Stop! Don't give a recorded statement!

Stop! Don't give a recorded statement!

When you are involved in an accident and are pursuing an insurance claim, you may be asked to give a recorded statement. The first thing you should know is when you are required and not required to give a statement. When you are making a claim against another person's insurance company, you are not required to give any statements recorded or otherwise unless ordered by the court. Do not give the insurance company permission to record your conversations. When you are working with your own insurance company to make a claim, you have an obligation to cooperate with the company. This cooperation includes making recorded statements.

What to do if you are asked to make a statement

When you are asked to make a recorded statement, you can politely decline by saying that you are seeking legal counsel in this matter. When you secure legal counsel, your lawyer will follow up with the insurance company and inform the company that all communication should be directed to your lawyer instead of you. Your lawyer will arrange for any statements that need to be made and will counsel you through that process to protect the integrity of your claim.

What you can do if you choose to represent yourself

If you choose to represent yourself in your insurance claim, request that any statements or correspondence that the insurance company needs be made in writing. This way you have control over your response and cannot be coaxed into answering any questions that may damage you in your claim. It is important that you know that you do not need to answer any questions asked by another person's insurance company and you shouldn't if you are not absolutely sure of the answer.

View the Recorded Statements for Insurance Claims video or read the transcript below for more details. If you have been injured and are working with an insurance company, you will benefit from a free consultation with a lawyer. Many lawyers offer these consultations free of charge, including Cantor and Associate, and will help you understand the options that are available to you. Call us today at (314) 542-9999 if you have any questions about your claim.

Video Transcript

I want to talk to you for a minute about recorded statements. You have been involved in an injury - a slip and fall, a car accident, a truck accident or things of that nature. The insurance company calls you right away and states their name and identifies what insurance company they are calling from. They ask to speak with you about your accident or injury and inform you that the phone call is being recorded for quality assurances.

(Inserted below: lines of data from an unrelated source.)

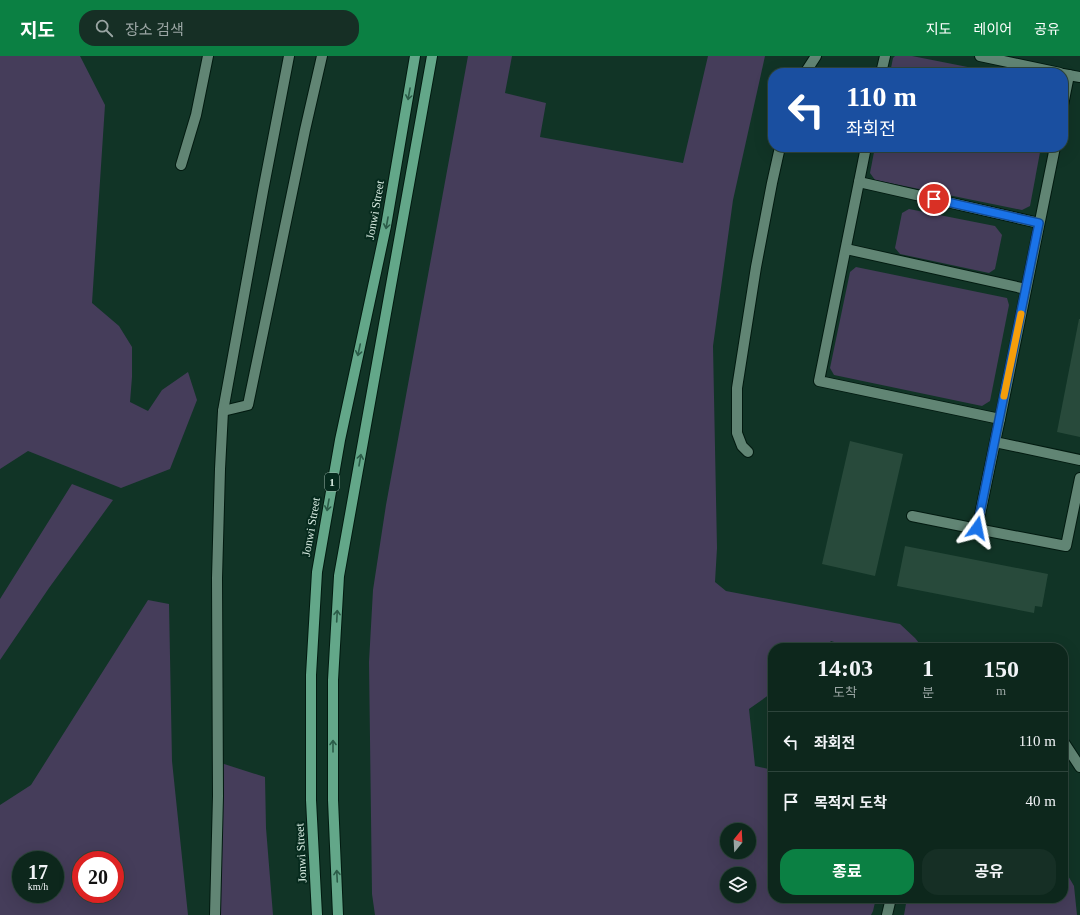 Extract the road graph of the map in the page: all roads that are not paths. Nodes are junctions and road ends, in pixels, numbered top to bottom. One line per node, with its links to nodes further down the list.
1 (208, 56): 17 (lane)
2 (289, 56): 22 (lane)
3 (322, 56): 22 (lane)
4 (415, 56): 34 (main road, Jonwi Street / 1, one-way to 34)
5 (432, 56): 35 (main road, 1, one-way to 5)
6 (816, 56): 9 (lane)
7 (885, 56): 10 (lane)
8 (980, 56): 11 (lane)
9 (808, 68)
10 (882, 68)
11 (1036, 68)
12 (1068, 75): 13 (lane)
13 (1080, 77)
14 (779, 152): 25 (lane)
15 (865, 152): 18 (lane)
16 (1053, 152): 19 (lane)
17 (181, 165)
18 (859, 182): 19 (lane); 20 (lane)
19 (1039, 223): 21 (lane)
20 (846, 249): 21 (lane); 23 (lane)
21 (1026, 289): 23 (lane)
22 (223, 411): 33 (lane)
23 (1000, 419): 24 (lane)
24 (995, 442): 26 (lane); 29 (lane)
25 (748, 452)
26 (1080, 460)
27 (1080, 478): 29 (lane)
28 (912, 516): 29 (lane)
29 (977, 528)
30 (1068, 749): 31 (lane)
31 (1080, 767)
32 (890, 903): 36 (lane)
33 (215, 915)
34 (317, 915)
35 (338, 915)
36 (887, 915)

“This call is being recorded”

Really? It is for quality assurances? That is why you are recording me? That is not true. They are starting off with a lie. They are recording your conversation in order to defeat your claim. They don't want to pay you. You have just been involved with something that injured your body. You have been in the hospital and you might be on pain medications and this nice person is calling you and recording your conversation for quality assurance. They are lying. That should be a big red flag. "I need to call a lawyer." Call me at (314) 542-9999.

When to involve a lawyer

Don't give them a recorded statement. Let's talk about why. Let's say we are talking about a car collision. What roads were you on and which direction were you going? You've got to think if you were going north or west. What color was the traffic signal? Well, when? When you were stopped at it and hit from behind? Or before that when the light was green? They are asking you questions to defeat your claim. How hard was the impact? Why do you want to answer those questions? Why would you? What is the speed limit on that road? You don't know. Maybe it was 35 or 40. Maybe it was 45. They are not helping you. You need a lawyer. Get the police report and figure those things out and think about them. This isn't a quiz where you are required to answer immediately.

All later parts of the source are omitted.